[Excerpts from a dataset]
┄┄┄┄┄┄┄┄┄┄

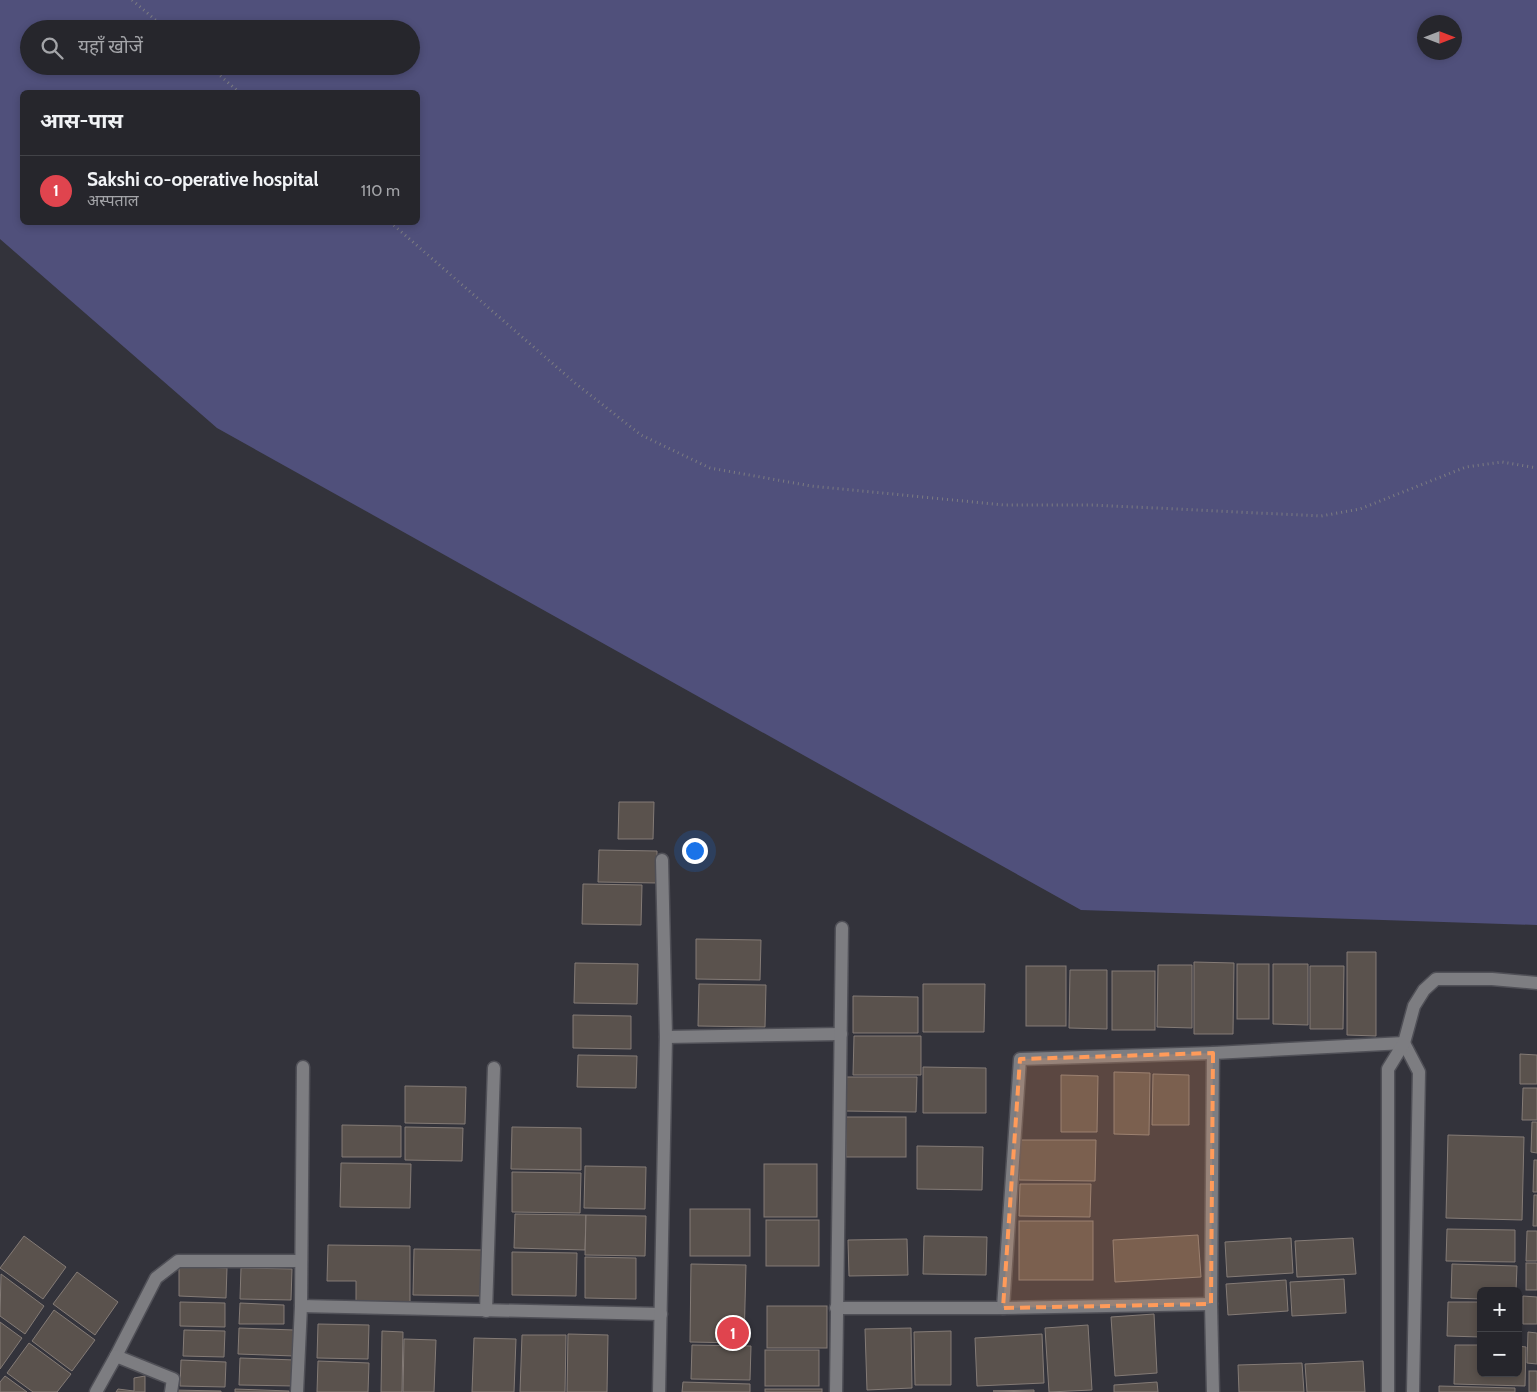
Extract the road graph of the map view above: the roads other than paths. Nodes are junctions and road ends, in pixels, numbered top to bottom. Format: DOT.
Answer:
graph roads {
  1 [pos="662,860"];
  2 [pos="842,928"];
  3 [pos="1537,983"];
  4 [pos="842,1034"];
  5 [pos="666,1037"];
  6 [pos="1404,1043"];
  7 [pos="1214,1053"];
  8 [pos="303,1066"];
  9 [pos="494,1068"];
  10 [pos="301,1261"];
  11 [pos="1211,1304"];
  12 [pos="301,1306"];
  13 [pos="836,1308"];
  14 [pos="1003,1308"];
  15 [pos="486,1311"];
  16 [pos="661,1314"];
  17 [pos="116,1356"];
  18 [pos="96,1392"];
  19 [pos="171,1392"];
  20 [pos="297,1392"];
  21 [pos="660,1392"];
  22 [pos="836,1392"];
  23 [pos="1213,1392"];
  24 [pos="1388,1392"];
  25 [pos="1413,1392"];
  1 -- 5 [label="street"];
  2 -- 4 [label="street"];
  3 -- 6 [label="street"];
  4 -- 5 [label="street"];
  4 -- 13 [label="street"];
  5 -- 16 [label="street"];
  6 -- 7 [label="street"];
  6 -- 24 [label="street"];
  6 -- 25 [label="street"];
  7 -- 11 [label="street"];
  7 -- 14 [label="street"];
  8 -- 10 [label="street"];
  9 -- 15 [label="street"];
  10 -- 12 [label="street"];
  10 -- 17 [label="street"];
  11 -- 14 [label="street"];
  11 -- 23 [label="street"];
  12 -- 15 [label="street"];
  12 -- 20 [label="street"];
  13 -- 14 [label="street"];
  13 -- 22 [label="street"];
  15 -- 16 [label="street"];
  16 -- 21 [label="street"];
  17 -- 18 [label="street"];
  17 -- 19 [label="street"];
}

┄┄┄┄┄┄┄┄┄┄

#### Problem to solve:
Copy from the entries only those lines that hold the word "roads".

#### Completed task:
Extract the road graph of the map view above: the roads other than paths. Nodes are junctions and road ends, in pixels, numbered top to bottom. Format: DOT.
graph roads {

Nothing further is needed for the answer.